*** Begin section ***
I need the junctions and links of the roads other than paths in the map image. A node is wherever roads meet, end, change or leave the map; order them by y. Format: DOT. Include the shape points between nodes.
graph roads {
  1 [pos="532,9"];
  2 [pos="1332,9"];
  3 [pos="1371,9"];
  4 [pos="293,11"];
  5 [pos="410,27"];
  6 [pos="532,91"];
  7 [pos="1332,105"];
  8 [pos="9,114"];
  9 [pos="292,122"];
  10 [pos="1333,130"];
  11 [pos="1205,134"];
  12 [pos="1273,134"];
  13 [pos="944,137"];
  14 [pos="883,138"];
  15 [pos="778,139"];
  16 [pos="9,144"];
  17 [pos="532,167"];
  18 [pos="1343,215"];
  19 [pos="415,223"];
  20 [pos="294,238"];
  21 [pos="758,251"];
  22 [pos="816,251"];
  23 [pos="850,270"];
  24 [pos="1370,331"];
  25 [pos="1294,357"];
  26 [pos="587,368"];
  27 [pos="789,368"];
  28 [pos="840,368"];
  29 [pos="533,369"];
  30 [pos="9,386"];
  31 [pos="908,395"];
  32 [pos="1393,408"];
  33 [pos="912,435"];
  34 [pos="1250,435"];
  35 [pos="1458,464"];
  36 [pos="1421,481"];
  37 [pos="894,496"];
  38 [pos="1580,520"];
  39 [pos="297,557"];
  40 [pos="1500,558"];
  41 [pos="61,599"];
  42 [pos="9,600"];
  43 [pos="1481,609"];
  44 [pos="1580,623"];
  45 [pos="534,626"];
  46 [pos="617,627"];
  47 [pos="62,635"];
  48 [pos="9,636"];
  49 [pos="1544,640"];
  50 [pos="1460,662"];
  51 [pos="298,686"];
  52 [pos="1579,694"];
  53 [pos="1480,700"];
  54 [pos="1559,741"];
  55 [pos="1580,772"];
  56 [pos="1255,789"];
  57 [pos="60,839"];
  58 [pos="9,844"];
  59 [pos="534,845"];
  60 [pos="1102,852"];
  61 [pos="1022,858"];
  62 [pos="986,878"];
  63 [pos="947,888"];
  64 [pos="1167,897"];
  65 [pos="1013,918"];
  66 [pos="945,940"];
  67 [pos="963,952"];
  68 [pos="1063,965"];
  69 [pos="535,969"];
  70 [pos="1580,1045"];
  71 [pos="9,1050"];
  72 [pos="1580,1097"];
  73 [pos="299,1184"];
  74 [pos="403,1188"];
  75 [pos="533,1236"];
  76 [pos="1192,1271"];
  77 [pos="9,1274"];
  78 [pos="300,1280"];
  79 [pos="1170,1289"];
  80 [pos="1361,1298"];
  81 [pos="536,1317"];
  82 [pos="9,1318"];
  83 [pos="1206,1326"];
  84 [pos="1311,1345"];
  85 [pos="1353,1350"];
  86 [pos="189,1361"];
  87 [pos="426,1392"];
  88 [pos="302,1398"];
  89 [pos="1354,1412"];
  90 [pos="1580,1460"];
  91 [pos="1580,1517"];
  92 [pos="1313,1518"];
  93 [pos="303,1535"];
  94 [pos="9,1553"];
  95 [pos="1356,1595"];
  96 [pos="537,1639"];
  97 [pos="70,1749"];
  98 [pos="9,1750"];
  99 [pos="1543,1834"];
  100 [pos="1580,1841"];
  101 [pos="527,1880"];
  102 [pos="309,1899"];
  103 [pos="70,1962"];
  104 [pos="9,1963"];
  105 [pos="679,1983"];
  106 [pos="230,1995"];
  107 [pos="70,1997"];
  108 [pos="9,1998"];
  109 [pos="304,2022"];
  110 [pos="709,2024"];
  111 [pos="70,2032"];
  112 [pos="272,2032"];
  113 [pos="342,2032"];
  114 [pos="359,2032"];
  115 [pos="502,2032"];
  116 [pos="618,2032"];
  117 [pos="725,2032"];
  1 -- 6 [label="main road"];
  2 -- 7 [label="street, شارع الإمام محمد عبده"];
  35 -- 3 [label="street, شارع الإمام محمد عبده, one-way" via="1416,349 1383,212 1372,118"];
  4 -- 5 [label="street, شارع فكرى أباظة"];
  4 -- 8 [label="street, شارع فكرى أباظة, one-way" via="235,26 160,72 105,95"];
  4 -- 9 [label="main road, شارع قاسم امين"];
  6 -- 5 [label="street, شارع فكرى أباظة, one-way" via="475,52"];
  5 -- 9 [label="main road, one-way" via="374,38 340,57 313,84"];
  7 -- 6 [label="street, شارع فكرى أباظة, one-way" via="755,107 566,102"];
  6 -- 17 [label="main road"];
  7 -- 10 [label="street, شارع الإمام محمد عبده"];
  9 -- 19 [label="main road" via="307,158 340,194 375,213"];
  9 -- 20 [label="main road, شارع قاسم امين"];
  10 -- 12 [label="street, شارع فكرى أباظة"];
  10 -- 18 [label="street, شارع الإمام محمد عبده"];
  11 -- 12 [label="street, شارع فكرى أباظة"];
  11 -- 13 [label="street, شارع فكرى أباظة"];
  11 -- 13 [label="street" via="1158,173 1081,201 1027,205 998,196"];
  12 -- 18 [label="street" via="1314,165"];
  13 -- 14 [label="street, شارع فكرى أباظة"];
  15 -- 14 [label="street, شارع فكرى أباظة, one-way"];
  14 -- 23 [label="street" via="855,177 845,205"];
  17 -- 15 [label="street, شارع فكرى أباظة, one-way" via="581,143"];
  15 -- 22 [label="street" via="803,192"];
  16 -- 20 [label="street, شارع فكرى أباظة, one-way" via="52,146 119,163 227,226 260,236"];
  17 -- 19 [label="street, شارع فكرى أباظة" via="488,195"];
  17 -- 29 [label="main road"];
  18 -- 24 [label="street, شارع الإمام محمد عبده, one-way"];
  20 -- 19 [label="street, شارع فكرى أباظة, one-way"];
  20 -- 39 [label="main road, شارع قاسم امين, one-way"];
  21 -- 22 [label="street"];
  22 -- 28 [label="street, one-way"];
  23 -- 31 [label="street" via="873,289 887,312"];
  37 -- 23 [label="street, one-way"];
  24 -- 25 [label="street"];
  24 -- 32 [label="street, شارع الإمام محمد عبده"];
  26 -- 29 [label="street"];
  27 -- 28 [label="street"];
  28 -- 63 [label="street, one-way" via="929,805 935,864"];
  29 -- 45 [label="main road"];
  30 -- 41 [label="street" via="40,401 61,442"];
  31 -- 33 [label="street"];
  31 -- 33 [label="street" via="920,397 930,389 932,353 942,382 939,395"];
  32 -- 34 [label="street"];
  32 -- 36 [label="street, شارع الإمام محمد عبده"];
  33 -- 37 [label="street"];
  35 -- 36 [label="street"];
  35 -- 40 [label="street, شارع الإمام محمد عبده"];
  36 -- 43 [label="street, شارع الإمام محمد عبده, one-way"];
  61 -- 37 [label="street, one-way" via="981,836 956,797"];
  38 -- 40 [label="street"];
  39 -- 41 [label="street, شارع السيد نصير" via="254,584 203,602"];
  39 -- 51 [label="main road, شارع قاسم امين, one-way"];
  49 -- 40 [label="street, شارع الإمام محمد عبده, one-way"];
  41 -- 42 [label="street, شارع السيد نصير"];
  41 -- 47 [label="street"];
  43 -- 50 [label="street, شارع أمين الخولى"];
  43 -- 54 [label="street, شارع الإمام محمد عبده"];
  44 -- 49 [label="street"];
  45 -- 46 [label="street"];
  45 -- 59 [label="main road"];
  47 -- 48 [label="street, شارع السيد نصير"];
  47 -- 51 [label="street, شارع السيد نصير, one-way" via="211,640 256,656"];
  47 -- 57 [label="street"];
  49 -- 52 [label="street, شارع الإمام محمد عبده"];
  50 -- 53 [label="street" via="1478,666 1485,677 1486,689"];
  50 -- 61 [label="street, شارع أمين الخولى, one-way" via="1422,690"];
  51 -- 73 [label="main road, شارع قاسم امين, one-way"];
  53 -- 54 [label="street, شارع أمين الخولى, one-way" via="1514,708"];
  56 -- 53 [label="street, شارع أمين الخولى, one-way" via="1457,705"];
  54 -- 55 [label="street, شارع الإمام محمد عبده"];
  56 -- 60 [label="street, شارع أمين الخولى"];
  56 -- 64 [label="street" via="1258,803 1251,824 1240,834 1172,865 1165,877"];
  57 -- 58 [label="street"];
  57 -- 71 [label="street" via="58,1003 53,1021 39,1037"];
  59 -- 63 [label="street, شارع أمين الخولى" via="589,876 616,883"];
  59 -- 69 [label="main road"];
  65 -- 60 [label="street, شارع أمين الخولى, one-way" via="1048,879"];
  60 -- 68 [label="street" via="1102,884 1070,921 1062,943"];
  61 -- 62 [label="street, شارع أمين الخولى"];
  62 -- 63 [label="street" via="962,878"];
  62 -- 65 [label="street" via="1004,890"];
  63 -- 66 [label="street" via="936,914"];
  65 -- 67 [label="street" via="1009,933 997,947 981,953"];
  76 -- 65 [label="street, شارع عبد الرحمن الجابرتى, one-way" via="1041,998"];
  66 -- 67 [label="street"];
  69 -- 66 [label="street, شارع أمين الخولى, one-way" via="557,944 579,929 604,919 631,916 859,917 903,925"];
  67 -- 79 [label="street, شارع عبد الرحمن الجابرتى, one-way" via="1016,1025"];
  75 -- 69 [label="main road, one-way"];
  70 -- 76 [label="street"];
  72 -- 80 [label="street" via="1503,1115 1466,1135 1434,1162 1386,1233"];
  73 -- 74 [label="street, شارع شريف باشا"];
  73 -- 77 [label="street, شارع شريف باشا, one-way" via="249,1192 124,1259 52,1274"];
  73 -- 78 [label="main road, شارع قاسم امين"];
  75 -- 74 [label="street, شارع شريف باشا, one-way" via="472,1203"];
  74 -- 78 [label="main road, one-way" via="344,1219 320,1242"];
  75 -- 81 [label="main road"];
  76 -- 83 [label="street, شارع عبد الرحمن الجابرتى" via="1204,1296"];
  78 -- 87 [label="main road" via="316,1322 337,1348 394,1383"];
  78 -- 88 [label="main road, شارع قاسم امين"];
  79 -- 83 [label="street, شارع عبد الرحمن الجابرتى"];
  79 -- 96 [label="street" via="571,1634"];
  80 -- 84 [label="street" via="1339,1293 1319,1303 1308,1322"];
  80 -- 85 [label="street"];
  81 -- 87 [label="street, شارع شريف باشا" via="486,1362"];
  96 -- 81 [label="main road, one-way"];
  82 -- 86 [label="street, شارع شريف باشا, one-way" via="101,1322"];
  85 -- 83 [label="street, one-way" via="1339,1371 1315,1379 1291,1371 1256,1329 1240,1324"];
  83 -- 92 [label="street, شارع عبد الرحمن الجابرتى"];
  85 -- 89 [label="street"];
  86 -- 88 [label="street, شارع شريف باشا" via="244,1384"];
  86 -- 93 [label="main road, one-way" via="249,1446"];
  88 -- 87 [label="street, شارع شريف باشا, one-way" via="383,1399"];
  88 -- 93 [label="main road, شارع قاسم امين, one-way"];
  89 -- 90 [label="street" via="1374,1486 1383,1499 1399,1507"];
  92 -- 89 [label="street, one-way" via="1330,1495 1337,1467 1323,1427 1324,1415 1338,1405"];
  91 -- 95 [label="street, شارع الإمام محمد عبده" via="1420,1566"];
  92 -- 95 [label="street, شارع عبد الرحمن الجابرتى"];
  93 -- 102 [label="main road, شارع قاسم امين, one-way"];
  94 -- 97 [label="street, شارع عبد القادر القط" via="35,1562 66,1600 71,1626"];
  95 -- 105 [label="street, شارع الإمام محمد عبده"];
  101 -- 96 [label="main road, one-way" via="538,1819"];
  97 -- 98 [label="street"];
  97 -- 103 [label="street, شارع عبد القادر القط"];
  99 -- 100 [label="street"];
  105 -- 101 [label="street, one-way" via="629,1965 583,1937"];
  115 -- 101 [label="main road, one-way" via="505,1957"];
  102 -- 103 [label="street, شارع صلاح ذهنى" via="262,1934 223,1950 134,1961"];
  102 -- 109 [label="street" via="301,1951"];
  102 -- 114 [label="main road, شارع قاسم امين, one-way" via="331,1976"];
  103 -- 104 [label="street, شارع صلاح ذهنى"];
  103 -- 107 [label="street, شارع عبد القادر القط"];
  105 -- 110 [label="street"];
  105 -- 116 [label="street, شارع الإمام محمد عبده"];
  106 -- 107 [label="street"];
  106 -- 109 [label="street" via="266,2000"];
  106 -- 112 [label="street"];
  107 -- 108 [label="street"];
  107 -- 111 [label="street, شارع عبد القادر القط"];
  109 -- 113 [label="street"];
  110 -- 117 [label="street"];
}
*** End section ***
WHAT THE TASK REQUIRES: All lines of the records above that contain the word "الجابرتى" are to be copied out.

EXERCISE SOLUTION:
  76 -- 65 [label="street, شارع عبد الرحمن الجابرتى, one-way" via="1041,998"];
  67 -- 79 [label="street, شارع عبد الرحمن الجابرتى, one-way" via="1016,1025"];
  76 -- 83 [label="street, شارع عبد الرحمن الجابرتى" via="1204,1296"];
  79 -- 83 [label="street, شارع عبد الرحمن الجابرتى"];
  83 -- 92 [label="street, شارع عبد الرحمن الجابرتى"];
  92 -- 95 [label="street, شارع عبد الرحمن الجابرتى"];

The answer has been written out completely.